======== EXTRACTED DATA

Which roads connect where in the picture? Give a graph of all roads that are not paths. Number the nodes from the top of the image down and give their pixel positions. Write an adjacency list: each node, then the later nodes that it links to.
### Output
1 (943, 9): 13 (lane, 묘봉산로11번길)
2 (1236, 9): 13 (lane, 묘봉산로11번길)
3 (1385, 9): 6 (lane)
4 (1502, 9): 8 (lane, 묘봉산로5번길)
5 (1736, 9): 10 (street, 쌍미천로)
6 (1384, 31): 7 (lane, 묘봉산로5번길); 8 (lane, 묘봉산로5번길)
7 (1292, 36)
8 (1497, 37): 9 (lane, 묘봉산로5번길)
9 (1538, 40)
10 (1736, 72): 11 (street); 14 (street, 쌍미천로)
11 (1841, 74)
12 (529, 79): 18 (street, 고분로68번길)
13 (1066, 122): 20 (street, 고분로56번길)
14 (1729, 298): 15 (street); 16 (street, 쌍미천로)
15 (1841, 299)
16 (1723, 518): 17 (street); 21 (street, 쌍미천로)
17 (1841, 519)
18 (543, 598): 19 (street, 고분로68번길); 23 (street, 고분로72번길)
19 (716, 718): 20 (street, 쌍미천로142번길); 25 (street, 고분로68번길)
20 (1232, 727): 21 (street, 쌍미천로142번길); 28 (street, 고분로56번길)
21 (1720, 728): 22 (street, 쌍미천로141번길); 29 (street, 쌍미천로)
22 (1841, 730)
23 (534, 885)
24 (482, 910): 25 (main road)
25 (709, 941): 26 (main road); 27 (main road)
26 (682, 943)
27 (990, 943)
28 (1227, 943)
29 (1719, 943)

================

#### TO DO
Copy out each record exactly as given, omitting none.

#### RESPONSE BELOW
Which roads connect where in the picture? Give a graph of all roads that are not paths. Number the nodes from the top of the image down and give their pixel positions. Write an adjacency list: each node, then the later nodes that it links to.
### Output
1 (943, 9): 13 (lane, 묘봉산로11번길)
2 (1236, 9): 13 (lane, 묘봉산로11번길)
3 (1385, 9): 6 (lane)
4 (1502, 9): 8 (lane, 묘봉산로5번길)
5 (1736, 9): 10 (street, 쌍미천로)
6 (1384, 31): 7 (lane, 묘봉산로5번길); 8 (lane, 묘봉산로5번길)
7 (1292, 36)
8 (1497, 37): 9 (lane, 묘봉산로5번길)
9 (1538, 40)
10 (1736, 72): 11 (street); 14 (street, 쌍미천로)
11 (1841, 74)
12 (529, 79): 18 (street, 고분로68번길)
13 (1066, 122): 20 (street, 고분로56번길)
14 (1729, 298): 15 (street); 16 (street, 쌍미천로)
15 (1841, 299)
16 (1723, 518): 17 (street); 21 (street, 쌍미천로)
17 (1841, 519)
18 (543, 598): 19 (street, 고분로68번길); 23 (street, 고분로72번길)
19 (716, 718): 20 (street, 쌍미천로142번길); 25 (street, 고분로68번길)
20 (1232, 727): 21 (street, 쌍미천로142번길); 28 (street, 고분로56번길)
21 (1720, 728): 22 (street, 쌍미천로141번길); 29 (street, 쌍미천로)
22 (1841, 730)
23 (534, 885)
24 (482, 910): 25 (main road)
25 (709, 941): 26 (main road); 27 (main road)
26 (682, 943)
27 (990, 943)
28 (1227, 943)
29 (1719, 943)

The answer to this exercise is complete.